== Required action ==
Copy each line from the records below in which the word "Franklyn" is found.

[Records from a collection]

++++

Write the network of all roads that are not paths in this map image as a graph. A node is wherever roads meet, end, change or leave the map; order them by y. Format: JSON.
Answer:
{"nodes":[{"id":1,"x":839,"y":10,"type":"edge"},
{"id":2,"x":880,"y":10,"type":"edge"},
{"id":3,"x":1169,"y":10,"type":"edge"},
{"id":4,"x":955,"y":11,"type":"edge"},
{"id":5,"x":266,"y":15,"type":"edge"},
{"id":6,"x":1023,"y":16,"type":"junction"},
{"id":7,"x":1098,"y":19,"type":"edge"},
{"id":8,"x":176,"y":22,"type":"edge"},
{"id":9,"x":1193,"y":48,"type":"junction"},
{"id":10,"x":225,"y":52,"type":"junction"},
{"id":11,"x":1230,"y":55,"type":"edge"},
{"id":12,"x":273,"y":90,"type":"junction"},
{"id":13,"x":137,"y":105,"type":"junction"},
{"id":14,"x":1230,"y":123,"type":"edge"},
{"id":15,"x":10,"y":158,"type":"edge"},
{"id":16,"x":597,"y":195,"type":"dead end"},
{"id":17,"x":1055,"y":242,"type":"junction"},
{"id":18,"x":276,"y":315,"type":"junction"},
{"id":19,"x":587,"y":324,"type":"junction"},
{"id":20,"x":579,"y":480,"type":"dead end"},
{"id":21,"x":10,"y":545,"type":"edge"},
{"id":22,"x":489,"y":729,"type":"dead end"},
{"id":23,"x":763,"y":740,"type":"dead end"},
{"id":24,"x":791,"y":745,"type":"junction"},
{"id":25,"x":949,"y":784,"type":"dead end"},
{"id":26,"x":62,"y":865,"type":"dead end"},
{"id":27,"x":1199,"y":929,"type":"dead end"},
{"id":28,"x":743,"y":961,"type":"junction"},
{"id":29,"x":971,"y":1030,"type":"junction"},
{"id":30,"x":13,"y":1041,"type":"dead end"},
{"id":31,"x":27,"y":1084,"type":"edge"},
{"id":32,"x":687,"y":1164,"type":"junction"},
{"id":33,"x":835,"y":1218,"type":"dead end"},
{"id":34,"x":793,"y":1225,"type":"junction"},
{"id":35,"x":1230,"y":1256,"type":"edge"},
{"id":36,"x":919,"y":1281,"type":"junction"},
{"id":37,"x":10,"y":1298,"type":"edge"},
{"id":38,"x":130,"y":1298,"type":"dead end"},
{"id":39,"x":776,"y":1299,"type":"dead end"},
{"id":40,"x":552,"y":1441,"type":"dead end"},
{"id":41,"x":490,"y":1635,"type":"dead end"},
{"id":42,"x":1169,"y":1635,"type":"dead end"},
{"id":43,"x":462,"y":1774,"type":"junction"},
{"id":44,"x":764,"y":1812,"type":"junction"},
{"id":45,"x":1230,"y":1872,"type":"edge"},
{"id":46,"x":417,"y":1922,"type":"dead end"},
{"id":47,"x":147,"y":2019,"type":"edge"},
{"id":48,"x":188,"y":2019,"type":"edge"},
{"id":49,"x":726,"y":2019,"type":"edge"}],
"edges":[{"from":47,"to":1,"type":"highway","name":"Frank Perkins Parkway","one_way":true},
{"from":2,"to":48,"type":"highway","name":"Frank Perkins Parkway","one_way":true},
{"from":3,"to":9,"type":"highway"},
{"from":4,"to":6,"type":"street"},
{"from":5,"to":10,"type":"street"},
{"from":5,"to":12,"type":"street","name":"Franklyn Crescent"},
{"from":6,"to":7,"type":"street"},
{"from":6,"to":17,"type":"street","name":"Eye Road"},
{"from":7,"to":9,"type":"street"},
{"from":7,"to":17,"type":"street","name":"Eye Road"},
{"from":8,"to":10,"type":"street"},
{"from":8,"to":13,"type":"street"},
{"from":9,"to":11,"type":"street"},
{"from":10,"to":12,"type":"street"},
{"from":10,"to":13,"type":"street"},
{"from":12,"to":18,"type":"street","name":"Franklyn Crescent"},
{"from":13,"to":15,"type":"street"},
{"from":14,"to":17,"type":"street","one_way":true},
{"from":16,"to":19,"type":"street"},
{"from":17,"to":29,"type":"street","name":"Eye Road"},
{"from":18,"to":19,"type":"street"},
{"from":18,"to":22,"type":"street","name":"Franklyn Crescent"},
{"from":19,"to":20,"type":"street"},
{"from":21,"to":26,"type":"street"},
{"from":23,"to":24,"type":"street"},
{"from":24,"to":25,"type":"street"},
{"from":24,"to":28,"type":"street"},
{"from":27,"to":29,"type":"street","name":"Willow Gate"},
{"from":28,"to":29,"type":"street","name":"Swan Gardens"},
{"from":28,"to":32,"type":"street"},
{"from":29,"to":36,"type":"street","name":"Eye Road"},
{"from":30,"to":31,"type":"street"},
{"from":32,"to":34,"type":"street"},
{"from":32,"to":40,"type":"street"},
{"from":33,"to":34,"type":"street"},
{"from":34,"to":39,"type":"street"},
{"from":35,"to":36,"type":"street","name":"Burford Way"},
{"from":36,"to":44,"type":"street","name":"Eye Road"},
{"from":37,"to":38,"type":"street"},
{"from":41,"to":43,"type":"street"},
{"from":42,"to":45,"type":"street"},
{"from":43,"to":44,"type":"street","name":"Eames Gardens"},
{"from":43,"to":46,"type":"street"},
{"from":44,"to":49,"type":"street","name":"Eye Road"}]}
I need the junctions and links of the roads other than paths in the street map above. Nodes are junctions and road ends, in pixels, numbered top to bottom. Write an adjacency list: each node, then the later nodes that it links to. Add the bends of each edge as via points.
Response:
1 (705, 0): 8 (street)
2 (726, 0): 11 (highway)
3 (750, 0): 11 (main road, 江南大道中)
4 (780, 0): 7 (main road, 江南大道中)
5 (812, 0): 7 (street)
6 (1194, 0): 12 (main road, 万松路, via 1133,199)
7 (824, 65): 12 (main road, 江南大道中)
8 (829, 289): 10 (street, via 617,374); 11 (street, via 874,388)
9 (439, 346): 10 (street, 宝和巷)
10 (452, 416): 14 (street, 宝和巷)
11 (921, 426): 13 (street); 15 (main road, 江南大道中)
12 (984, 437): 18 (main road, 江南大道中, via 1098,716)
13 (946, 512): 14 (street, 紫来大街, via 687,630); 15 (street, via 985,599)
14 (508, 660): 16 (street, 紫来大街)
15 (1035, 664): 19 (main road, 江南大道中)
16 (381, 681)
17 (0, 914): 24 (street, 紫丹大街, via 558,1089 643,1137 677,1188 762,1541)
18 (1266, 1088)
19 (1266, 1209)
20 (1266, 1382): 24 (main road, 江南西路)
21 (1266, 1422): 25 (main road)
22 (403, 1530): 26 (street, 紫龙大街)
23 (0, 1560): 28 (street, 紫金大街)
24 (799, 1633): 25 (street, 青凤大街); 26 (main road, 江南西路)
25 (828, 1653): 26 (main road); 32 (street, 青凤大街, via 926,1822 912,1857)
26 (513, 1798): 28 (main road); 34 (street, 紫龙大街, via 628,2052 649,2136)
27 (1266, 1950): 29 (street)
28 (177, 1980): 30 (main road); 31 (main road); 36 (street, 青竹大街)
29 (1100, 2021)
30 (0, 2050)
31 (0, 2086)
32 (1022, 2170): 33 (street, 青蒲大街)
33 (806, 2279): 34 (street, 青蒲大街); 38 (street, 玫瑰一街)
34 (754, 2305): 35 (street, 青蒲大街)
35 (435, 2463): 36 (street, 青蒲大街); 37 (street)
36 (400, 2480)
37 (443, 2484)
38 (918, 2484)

++++

== Worked solution ==
{"from":5,"to":12,"type":"street","name":"Franklyn Crescent"},
{"from":12,"to":18,"type":"street","name":"Franklyn Crescent"},
{"from":18,"to":22,"type":"street","name":"Franklyn Crescent"},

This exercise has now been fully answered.